The distributive property is a fundamental concept in algebra that helps us simplify expressions by removing parentheses. It states that when you multiply a number by a sum or difference inside parentheses, you distribute the multiplication over each term. In simpler terms, you multiply the number outside the parentheses by each term inside the parentheses individually. In the given expression, you have to distribute the 4 across the terms within the parentheses: \(4(6x - 6)\).

• Step 1: Multiply 4 by \(6x\), giving you \(24x\).
• Step 2: Multiply 4 by \(-6\), resulting in \(-24\).

Ultimately, when 4 is distributed, the expression \(4(6x - 6)\) simplifies to \(24x - 24\). Distributing ensures the parentheses are eliminated, allowing us to move on to simplification.

Combining like terms is the process of merging terms that have the same variable raised to the same power. It makes algebraic expressions simpler and easier to work with. In our expression, after applying the distributive property, we have \(2 + 24x - 24\). The goal here is to find terms with the same variable and constant terms and combine them.

• Step 1: Identify like terms. In this expression, \(24x\) is a term with a variable, and \(2\) and \(-24\) are constant terms.
• Step 2: Combine the constant terms. Add \(2\) and \(-24\), which gives you \(-22\).

This results in the simplified expression \(24x - 22\). Always ensure that only like terms are combined to maintain the integrity of the expression.

Removing parentheses is an integral part of solving and simplifying algebraic expressions. Parentheses group parts of expressions together and dictate the order of operations. By applying the distributive property, we eliminate these parentheses, making the expression easier to handle.

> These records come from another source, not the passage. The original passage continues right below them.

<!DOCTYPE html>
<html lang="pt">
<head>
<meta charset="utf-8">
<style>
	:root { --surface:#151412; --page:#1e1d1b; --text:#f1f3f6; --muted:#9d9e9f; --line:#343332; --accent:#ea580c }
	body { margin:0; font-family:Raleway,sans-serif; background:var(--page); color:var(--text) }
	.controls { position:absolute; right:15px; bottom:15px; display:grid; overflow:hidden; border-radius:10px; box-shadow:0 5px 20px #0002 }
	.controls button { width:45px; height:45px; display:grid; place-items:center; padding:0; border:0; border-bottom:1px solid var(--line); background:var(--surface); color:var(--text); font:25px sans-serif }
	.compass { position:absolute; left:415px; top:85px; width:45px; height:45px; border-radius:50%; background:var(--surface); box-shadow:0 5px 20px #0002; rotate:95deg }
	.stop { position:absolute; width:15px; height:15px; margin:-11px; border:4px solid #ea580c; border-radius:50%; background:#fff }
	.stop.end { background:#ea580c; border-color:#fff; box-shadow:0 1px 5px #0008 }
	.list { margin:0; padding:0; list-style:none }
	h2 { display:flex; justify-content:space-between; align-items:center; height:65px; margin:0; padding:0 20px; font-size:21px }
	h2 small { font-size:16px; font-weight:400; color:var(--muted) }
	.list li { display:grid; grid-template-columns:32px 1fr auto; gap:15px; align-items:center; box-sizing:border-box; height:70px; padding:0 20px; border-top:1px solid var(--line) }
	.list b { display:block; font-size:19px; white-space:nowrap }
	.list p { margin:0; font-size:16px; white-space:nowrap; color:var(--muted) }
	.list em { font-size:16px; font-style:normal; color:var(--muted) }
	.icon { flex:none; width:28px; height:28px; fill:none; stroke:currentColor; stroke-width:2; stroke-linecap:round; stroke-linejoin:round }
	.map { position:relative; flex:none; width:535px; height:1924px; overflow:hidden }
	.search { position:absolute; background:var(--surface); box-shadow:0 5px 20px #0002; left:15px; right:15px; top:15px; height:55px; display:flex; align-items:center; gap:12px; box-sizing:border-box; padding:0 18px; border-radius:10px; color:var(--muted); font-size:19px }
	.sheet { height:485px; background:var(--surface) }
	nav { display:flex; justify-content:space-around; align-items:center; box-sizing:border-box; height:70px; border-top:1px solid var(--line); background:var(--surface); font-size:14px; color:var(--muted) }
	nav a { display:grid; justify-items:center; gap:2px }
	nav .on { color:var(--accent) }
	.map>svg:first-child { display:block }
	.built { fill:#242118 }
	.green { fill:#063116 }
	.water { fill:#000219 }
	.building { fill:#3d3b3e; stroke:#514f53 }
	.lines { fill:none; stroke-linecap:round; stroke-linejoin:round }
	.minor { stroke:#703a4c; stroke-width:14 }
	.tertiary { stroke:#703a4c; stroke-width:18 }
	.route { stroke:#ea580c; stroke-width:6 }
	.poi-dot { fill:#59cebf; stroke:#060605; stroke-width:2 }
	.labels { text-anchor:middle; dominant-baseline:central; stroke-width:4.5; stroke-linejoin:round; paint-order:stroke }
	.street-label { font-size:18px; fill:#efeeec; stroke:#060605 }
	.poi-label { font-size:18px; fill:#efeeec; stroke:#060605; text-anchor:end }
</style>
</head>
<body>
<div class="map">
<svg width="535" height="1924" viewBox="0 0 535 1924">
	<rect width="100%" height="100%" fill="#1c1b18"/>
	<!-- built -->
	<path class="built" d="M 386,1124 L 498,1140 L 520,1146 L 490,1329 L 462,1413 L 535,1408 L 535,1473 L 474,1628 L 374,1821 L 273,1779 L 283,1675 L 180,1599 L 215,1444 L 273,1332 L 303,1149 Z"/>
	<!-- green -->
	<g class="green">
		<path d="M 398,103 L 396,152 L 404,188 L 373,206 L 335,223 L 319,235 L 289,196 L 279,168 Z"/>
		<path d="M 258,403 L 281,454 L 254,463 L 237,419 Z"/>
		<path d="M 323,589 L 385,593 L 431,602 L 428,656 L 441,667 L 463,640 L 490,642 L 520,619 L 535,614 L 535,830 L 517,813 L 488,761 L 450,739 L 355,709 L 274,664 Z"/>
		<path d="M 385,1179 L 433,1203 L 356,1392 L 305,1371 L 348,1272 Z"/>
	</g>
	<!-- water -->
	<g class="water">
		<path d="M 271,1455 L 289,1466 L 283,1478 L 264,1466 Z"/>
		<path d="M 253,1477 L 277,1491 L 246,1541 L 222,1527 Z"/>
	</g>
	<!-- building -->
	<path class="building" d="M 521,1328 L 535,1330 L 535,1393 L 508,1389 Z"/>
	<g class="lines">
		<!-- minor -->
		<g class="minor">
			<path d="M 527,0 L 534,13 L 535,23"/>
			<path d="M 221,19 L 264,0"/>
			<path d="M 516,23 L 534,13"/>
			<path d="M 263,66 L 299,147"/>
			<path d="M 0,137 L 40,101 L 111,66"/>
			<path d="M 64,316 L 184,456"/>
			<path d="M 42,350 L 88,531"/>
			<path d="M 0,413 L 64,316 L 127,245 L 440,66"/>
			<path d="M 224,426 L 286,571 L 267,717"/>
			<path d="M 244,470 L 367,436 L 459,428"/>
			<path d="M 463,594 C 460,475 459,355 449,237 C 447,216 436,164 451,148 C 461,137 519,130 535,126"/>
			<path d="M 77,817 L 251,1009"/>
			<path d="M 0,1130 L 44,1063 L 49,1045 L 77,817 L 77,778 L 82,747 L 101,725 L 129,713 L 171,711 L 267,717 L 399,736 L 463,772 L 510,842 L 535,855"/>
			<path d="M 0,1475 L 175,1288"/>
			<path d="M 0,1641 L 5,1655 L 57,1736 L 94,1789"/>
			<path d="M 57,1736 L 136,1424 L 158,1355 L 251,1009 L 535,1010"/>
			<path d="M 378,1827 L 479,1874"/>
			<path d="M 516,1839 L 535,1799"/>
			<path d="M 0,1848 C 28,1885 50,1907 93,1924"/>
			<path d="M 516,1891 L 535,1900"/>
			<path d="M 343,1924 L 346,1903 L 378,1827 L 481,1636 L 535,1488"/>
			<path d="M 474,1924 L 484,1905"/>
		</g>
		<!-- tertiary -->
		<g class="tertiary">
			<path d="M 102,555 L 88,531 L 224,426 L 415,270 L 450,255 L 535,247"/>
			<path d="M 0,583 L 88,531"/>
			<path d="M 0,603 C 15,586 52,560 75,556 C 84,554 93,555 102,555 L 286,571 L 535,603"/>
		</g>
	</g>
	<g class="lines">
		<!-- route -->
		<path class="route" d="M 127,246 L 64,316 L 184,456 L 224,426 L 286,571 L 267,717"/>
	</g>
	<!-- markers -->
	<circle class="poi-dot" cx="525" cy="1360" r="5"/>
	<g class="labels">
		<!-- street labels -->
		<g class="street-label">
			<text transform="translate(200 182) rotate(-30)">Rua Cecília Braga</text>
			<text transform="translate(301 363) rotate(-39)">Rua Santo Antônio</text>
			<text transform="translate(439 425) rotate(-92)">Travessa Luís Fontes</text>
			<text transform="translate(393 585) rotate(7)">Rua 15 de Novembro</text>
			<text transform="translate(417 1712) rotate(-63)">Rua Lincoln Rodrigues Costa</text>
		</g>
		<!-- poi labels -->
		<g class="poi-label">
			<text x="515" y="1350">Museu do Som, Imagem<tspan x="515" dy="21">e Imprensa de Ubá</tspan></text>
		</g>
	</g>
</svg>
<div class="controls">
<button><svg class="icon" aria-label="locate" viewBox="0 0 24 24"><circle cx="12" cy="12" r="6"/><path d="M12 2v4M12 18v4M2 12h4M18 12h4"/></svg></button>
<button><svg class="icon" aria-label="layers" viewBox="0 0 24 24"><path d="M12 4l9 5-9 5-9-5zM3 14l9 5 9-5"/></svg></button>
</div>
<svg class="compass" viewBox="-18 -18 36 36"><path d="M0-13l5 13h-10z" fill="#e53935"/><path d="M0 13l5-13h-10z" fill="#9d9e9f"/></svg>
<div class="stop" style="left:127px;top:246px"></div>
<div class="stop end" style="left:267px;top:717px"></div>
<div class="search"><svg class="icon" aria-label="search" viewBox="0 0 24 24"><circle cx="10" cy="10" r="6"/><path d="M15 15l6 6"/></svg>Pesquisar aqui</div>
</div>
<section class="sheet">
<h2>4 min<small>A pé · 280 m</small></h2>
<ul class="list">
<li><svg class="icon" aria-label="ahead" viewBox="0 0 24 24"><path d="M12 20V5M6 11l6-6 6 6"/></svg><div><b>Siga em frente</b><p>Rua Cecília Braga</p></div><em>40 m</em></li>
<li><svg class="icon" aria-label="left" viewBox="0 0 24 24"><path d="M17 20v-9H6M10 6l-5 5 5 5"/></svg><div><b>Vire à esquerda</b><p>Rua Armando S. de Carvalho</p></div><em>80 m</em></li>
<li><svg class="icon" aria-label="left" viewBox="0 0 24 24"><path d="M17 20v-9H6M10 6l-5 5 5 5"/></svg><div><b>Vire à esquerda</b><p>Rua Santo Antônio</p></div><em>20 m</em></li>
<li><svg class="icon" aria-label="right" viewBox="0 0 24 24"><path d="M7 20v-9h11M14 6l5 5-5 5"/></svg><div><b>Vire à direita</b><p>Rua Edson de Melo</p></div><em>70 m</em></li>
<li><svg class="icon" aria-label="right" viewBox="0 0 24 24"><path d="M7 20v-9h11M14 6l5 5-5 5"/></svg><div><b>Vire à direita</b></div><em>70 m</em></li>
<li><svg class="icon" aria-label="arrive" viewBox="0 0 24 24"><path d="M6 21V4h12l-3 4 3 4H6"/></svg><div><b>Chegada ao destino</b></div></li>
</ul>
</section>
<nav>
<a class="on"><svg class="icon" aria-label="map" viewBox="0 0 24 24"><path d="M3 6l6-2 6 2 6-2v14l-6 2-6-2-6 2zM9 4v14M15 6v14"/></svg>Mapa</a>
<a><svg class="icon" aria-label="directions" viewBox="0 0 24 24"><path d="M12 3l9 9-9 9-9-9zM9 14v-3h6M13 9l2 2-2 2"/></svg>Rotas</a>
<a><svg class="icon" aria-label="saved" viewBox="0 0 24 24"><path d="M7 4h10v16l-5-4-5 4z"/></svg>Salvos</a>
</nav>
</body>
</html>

To remove parentheses, you multiply each term inside the parentheses by the term outside the parentheses. Let's revisit our expression: \(2 + 4(6x - 6)\). Once the distributive property is applied, it becomes \(2 + 24x - 24\), and the parentheses are removed.

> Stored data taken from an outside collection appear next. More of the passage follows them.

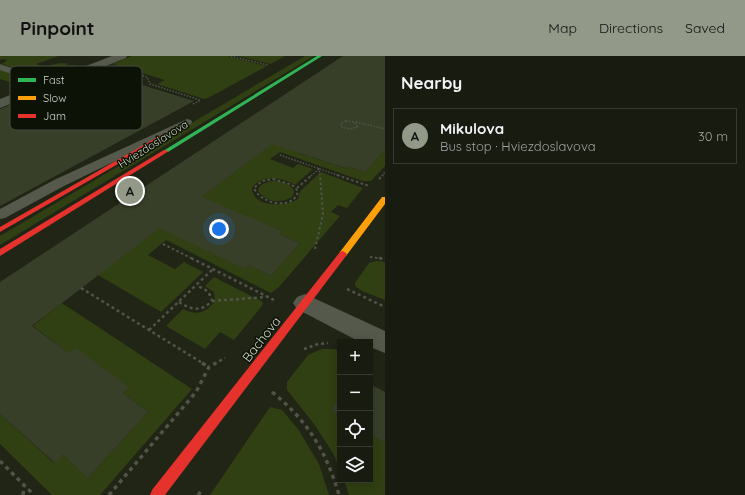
<!DOCTYPE html>
<html lang="en">
<head>
<meta charset="utf-8">
<style>
	body { margin:0; font-family:Quicksand,sans-serif; background:#25291e; color:#f1f3f6 }
	.controls { position:absolute; right:12px; bottom:12px; display:grid; overflow:hidden; border-radius:0px; box-shadow:0 2px 10px #0003 }
	.controls button { width:36px; height:36px; display:grid; place-items:center; padding:0; border:0; border-bottom:1px solid #363a30; background:#181c10; color:#f1f3f6; font:20px sans-serif }
	.you { position:absolute; left:219px; top:173px; width:14px; height:14px; margin:-10px; border:3px solid #fff; border-radius:50%; background:#1a73e8; box-shadow:0 0 0 6px #1a73e833 }
	.badge { display:grid; place-items:center; width:26px; height:26px; border-radius:50%; background:#929988; color:#111; font-size:13px; font-weight:700 }
	.pin { position:absolute; translate:-50% -50%; border:2px solid #fff; box-shadow:0 1px 4px #0006 }
	.list { margin:0; padding:0; list-style:none }
	h2 { display:flex; justify-content:space-between; align-items:center; height:52px; margin:0; padding:0 16px; font-size:17px }
	h2 small { font-size:13px; font-weight:400; color:#9fa19f }
	.list li { display:grid; grid-template-columns:26px 1fr auto; gap:12px; align-items:center; box-sizing:border-box; height:56px; margin:0 8px 8px; padding:0 8px; border:1px solid #363a30; border-radius:0px }
	.list b { display:block; font-size:15px; white-space:nowrap }
	.list p { margin:0; font-size:13px; white-space:nowrap; color:#9fa19f }
	.list em { font-size:13px; font-style:normal; color:#9fa19f }
	.icon { flex:none; width:22px; height:22px; fill:none; stroke:currentColor; stroke-width:2; stroke-linecap:round; stroke-linejoin:round }
	.map { position:relative; flex:none; width:385px; height:439px; overflow:hidden }
	header { display:flex; align-items:center; gap:24px; box-sizing:border-box; height:56px; padding:0 20px; background:#929988; color:#111 }
	header strong { font-size:19px }
	nav { display:flex; gap:22px; margin-inline-start:auto; font-size:14px }
	main { display:flex }
	aside { flex:1; background:#181c10 }
	.map>svg:first-child { display:block }
	.green { fill:#304012 }
	.building { fill:#383f29 }
	.lines { fill:none; stroke-linecap:round; stroke-linejoin:round }
	.path-far3 { stroke:#505449; stroke-width:1.5; stroke-dasharray:1.5 1.5; stroke-linecap:butt }
	.path-far2 { stroke:#505449; stroke-width:2; stroke-dasharray:2.5 2.5; stroke-linecap:butt }
	.path-far1 { stroke:#505449; stroke-width:2.5; stroke-dasharray:3 3; stroke-linecap:butt }
	.path { stroke:#505449; stroke-width:3.5; stroke-dasharray:4 4; stroke-linecap:butt }
	.lane { fill:#54594c; fill-rule:evenodd }
	.street { fill:#54594c; fill-rule:evenodd }
	.fast { fill:#30b455; fill-rule:evenodd }
	.slow { fill:#ff9f0a; fill-rule:evenodd }
	.jam { fill:#e5322d; fill-rule:evenodd }
	.labels { text-anchor:middle; dominant-baseline:central; stroke-width:3; stroke-linejoin:round; paint-order:stroke }
	.far-street-label { font-size:11px; fill:#cfd7c6; stroke:#0d1207 }
	.street-label { font-size:13px; fill:#cfd7c6; stroke:#0d1207 }
	.key { fill:#0d1207; stroke:#474d40; stroke-width:1 }
	.key-label { font-size:11px; fill:#cfd7c6 }
</style>
</head>
<body>
<header>
<strong>Pinpoint</strong>
<nav><a>Map</a><a>Directions</a><a>Saved</a></nav>
</header>
<main>
<div class="map">
<svg width="385" height="439" viewBox="0 0 385 439">
	<rect width="100%" height="100%" fill="#202516"/>
	<g class="green">
		<path d="M 0,0 L 59,0 L 36,8 C 52,14 54,4 69,8 L 34,20 L 2,8 L 7,4 L 3,3 L 0,4 Z"/>
		<path d="M 132,0 L 228,0 L 267,10 L 208,42 L 204,43 L 157,28 L 165,24 L 112,8 Z"/>
		<path d="M 238,0 L 285,0 L 271,8 Z"/>
		<path d="M 305,0 L 314,0 L 0,189 L 0,180 Z"/>
		<path d="M 73,9 L 82,12 L 50,24 L 38,22 Z"/>
		<path d="M 0,10 L 33,22 L 16,28 L 0,23 Z"/>
		<path d="M 385,74 L 385,110 L 371,125 L 363,125 L 280,96 L 270,103 L 293,112 L 298,108 L 313,113 L 295,129 C 282,121 262,118 252,132 C 253,152 285,151 298,143 L 300,135 L 321,116 L 363,132 L 347,152 L 338,149 L 331,156 L 340,160 L 279,231 L 271,237 L 166,184 L 148,199 L 175,213 L 184,206 L 203,216 L 161,256 L 98,219 L 164,168 L 245,213 L 249,209 L 271,220 L 300,187 L 279,178 L 282,175 L 199,143 L 274,86 L 302,98 L 344,112 L 346,110 L 365,116 L 382,97 Z"/>
		<path d="M 271,125 C 280,125 289,126 294,135 L 293,140 C 283,148 265,147 258,134 C 260,128 265,127 271,125 Z"/>
		<path d="M 376,205 L 385,206 L 385,244 L 362,235 L 355,230 L 355,227 L 369,207 Z"/>
		<path d="M 214,221 L 261,245 L 263,247 L 262,250 L 234,284 L 220,276 L 205,293 L 166,270 L 183,253 C 197,260 206,257 215,245 L 214,236 L 205,230 Z"/>
		<path d="M 62,247 L 192,333 L 100,439 L 52,439 L 0,388 L 0,358 L 54,407 L 63,399 L 88,422 L 148,356 L 123,337 L 129,331 L 69,297 L 33,270 Z"/>
		<path d="M 322,293 L 335,293 L 340,295 L 340,339 L 331,355 L 340,361 L 340,414 L 333,397 L 314,368 L 287,334 L 287,326 L 308,299 Z"/>
		<path d="M 270,351 L 282,354 L 298,373 L 319,408 L 329,439 L 210,439 Z"/>
		<path d="M 370,378 L 385,387 L 385,439 L 349,439 L 344,424 L 370,424 Z"/>
	</g>
	<g class="building">
		<path d="M 343,0 L 385,0 L 385,94 L 365,116 L 346,110 L 345,112 L 272,88 L 202,141 L 282,175 L 279,178 L 300,187 L 271,220 L 249,209 L 245,213 L 160,172 L 32,270 L 69,297 L 76,292 L 129,331 L 123,337 L 148,356 L 88,422 L 63,399 L 55,407 L 0,358 L 0,226 Z"/>
		<path d="M 97,15 L 194,45 L 0,150 L 0,53 Z"/>
		<path d="M 370,328 L 385,336 L 385,387 L 370,378 Z"/>
		<path d="M 340,339 L 340,361 L 331,355 Z"/>
	</g>
	<g class="lines">
		<g class="path-far3">
			<path d="M 231,0 L 268,9"/>
			<path d="M 131,16 L 147,21 L 150,28 L 200,44"/>
			<path d="M 193,48 L 201,44"/>
			<path d="M 346,65 L 354,66 L 358,71 L 349,73 L 342,71 L 341,67 Z"/>
			<path d="M 356,66 L 385,73"/>
			<path d="M 280,99 L 340,120"/>
			<path d="M 319,112 L 320,120"/>
			<path d="M 311,120 L 319,113"/>
			<path d="M 382,120 L 385,116"/>
		</g>
		<g class="path-far2">
			<path d="M 337,119 L 369,130"/>
			<path d="M 273,123 L 292,129 L 298,135 C 294,155 260,148 254,132 L 262,125 Z"/>
			<path d="M 379,123 L 383,119"/>
			<path d="M 297,132 L 312,119"/>
			<path d="M 163,188 L 193,203"/>
			<path d="M 315,193 L 323,158 L 320,119"/>
			<path d="M 370,201 L 385,203"/>
		</g>
		<g class="path-far1">
			<path d="M 191,202 L 274,244"/>
			<path d="M 379,202 L 385,203"/>
			<path d="M 81,232 L 204,308"/>
			<path d="M 347,233 L 385,251"/>
			<path d="M 212,245 L 266,241"/>
			<path d="M 179,246 C 191,254 201,256 212,245 C 210,236 205,232 196,230"/>
			<path d="M 149,274 L 213,213"/>
			<path d="M 304,293 L 318,288 L 328,287"/>
			<path d="M 214,308 L 225,302"/>
		</g>
		<g class="path">
			<path d="M 202,307 L 209,311"/>
			<path d="M 272,336 C 308,365 326,395 339,439"/>
			<path d="M 0,405 L 34,439"/>
			<path d="M 23,439 L 24,430"/>
			<path d="M 109,439 L 196,336 L 209,311 L 216,307"/>
			<path d="M 198,439 L 203,433"/>
		</g>
		<g class="lane">
			<path d="M 0,8 L 52,26 L 54,28 L 52,30 L 46,30 L 0,14 Z"/>
			<path d="M 187,63 L 191,64 L 192,66 L 191,68 L 64,130 L 5,162 L 0,163 L 0,153 L 54,124 Z"/>
		</g>
		<g class="street">
			<path d="M 112,0 L 127,0 L 126,2 L 0,52 L 0,43 Z"/>
			<path d="M 305,238 L 385,275 L 385,297 L 370,291 L 370,286 L 360,286 L 297,253 L 293,247 L 297,241 Z"/>
		</g>
		<path class="fast" d="M 317,0 L 322,0 L 168,96 L 163,95 Z"/>
		<path class="slow" d="M 382,141 L 385,141 L 385,148 L 346,200 L 340,200 L 339,198 L 340,196 Z"/>
		<g class="jam">
			<path d="M 161,79 L 164,81 L 163,82 L 0,176 L 0,171 Z"/>
			<path d="M 164,94 L 169,95 L 0,200 L 0,193 Z"/>
			<path d="M 343,195 L 347,198 L 346,200 L 165,439 L 150,439 L 152,434 L 340,196 Z"/>
		</g>
	</g>
	<g class="labels">
		<g class="far-street-label">
			<text transform="translate(153 88) rotate(-32)">Hviezdoslavova</text>
		</g>
		<g class="street-label">
			<text transform="translate(261 283) rotate(-52)">Bachova</text>
		</g>
	</g>
	<rect x="10" y="10" width="132" height="64" rx="6" class="key"/>
	<rect x="18" y="22" width="18" height="4" fill="#30b455"/>
	<rect x="18" y="40" width="18" height="4" fill="#ff9f0a"/>
	<rect x="18" y="58" width="18" height="4" fill="#e5322d"/>
	<g class="key-label">
		<text x="43" y="28">Fast</text>
		<text x="43" y="46">Slow</text>
		<text x="43" y="64">Jam</text>
	</g>
</svg>
<div class="controls">
<button>+</button>
<button>−</button>
<button><svg class="icon" aria-label="locate" viewBox="0 0 24 24"><circle cx="12" cy="12" r="6"/><path d="M12 2v4M12 18v4M2 12h4M18 12h4"/></svg></button>
<button><svg class="icon" aria-label="layers" viewBox="0 0 24 24"><path d="M12 4l9 5-9 5-9-5zM3 14l9 5 9-5"/></svg></button>
</div>
<div class="you"></div>
<div class="pin badge" style="left:130px;top:135px">A</div>
</div>
<aside>
<h2>Nearby<small></small></h2>
<ul class="list">
<li><span class="badge">A</span><div><b>Mikulova</b><p>Bus stop · Hviezdoslavova</p></div><em>30 m</em></li>
</ul>
</aside>
</main>
</body>
</html>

• Ensure each term in the parentheses is multiplied by the outside number to eliminate the parentheses.
• Once the expression is free of parentheses, proceed to combine like terms for further simplification.

Successfully removing parentheses sets the stage for a clear and straightforward simplification process, leading us to a solution that is complete and easy to understand: \(24x - 22\).